Sustained ER stress is associated with cell death. Cells that are dying upon ER stress demonstrate evidence of ongoing UPR, or a lack of resolution of the UPR. Some of the pathways that can lead to ER-stress induced apoptosis are depicted. The proapoptotic proteins Bax and Bak as well as the antiapoptotic protein Bcl-2 are localized on the ER membrane and regulate Ca2+ homeostasis. Calcium release from the ER can activate calpains, which may proteolytically activate caspase 12 to mediate apoptosis. The downstream effectors of caspase 12-induced apoptosis are not known, but presumably promote activation of terminal caspases.

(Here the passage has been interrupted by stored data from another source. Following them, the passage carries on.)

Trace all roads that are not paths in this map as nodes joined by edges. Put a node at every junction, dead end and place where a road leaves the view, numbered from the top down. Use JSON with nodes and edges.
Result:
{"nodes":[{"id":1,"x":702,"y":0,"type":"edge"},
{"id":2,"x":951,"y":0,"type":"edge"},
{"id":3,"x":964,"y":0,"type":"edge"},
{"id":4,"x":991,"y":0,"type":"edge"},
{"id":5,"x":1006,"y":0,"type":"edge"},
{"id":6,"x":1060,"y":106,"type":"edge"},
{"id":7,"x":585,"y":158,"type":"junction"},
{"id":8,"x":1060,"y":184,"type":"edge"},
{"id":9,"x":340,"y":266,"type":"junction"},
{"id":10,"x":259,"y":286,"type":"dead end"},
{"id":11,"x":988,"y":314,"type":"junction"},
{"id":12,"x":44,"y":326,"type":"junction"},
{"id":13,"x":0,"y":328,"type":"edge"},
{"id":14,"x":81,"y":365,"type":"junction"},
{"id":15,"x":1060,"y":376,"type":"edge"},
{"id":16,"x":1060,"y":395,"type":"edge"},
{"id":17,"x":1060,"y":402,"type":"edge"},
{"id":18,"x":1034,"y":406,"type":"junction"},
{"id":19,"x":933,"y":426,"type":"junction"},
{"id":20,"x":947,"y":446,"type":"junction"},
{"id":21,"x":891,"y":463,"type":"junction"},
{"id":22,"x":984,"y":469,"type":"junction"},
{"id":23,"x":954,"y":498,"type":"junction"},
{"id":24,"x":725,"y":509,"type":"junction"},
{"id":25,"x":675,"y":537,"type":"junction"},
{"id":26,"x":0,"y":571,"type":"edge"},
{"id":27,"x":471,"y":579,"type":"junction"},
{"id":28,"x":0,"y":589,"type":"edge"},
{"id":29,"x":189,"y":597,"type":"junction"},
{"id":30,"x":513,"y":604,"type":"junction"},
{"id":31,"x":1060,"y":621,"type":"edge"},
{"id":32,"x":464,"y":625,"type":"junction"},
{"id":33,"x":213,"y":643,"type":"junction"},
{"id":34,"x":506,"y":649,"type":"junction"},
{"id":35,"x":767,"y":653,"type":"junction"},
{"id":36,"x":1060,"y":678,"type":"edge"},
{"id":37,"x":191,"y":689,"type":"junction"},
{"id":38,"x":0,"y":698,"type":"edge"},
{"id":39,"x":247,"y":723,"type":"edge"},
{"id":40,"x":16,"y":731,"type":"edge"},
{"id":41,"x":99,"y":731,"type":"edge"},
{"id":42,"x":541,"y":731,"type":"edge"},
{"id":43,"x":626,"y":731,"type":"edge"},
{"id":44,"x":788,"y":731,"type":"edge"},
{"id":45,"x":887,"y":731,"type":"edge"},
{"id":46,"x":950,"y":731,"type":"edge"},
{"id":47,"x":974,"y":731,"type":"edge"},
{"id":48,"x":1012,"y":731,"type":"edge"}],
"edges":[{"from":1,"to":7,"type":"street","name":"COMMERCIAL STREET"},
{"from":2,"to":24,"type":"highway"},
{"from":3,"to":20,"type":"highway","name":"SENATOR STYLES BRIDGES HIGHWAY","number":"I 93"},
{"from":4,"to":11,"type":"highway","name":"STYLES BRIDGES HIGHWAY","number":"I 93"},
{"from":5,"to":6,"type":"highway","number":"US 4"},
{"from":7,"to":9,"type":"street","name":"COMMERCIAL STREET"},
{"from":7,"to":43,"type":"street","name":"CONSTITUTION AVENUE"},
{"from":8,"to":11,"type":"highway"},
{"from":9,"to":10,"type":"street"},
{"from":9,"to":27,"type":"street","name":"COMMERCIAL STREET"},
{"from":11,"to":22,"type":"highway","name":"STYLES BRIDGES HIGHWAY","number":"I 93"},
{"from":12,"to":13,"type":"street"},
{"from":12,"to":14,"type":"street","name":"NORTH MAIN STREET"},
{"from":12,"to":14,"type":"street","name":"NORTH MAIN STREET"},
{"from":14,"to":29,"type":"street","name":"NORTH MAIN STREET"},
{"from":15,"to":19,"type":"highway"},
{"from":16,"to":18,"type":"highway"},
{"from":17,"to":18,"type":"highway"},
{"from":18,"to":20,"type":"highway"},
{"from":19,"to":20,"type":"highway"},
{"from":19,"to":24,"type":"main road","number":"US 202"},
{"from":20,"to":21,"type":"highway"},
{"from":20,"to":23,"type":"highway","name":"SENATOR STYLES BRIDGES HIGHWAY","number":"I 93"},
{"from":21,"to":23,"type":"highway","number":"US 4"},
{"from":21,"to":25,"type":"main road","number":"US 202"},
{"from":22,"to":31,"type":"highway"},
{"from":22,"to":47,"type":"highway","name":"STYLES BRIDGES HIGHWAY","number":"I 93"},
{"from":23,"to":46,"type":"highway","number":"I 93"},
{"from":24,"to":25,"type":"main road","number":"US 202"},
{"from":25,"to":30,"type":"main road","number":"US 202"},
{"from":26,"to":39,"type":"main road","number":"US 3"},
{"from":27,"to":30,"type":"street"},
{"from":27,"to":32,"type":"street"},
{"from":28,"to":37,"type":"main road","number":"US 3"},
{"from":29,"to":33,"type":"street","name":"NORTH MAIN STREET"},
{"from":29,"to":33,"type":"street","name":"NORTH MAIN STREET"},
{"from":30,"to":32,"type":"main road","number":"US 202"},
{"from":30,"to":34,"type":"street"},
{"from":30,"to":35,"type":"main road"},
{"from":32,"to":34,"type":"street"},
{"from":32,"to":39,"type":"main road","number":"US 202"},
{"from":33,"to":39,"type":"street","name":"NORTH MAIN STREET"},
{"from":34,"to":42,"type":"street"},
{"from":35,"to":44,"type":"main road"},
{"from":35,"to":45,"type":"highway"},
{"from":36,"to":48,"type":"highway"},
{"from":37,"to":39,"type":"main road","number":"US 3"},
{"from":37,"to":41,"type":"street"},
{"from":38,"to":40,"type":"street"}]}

Calcium uptake by mitochondria leads to mitochondrial permeabilization and release of cytochrome C. CHOP can induce the expression of proapoptotic BH3-only protein Bim, the cell surface death receptor TRAIL receptor 2, other downstream of chop (DOC) mRNAs, and inhibit Bcl-2 transcription. Oxidative protein folding and mitochondrial dysfunction are associated with the accumulation of reactive oxygen species (ROS) with downstream oxidative cellular damage. JNK is activated by IRE1α via TRAF2. JNK can phosphorylate and activate proapoptotic Bcl-2 family proteins and inactivate antiapoptotic proteins.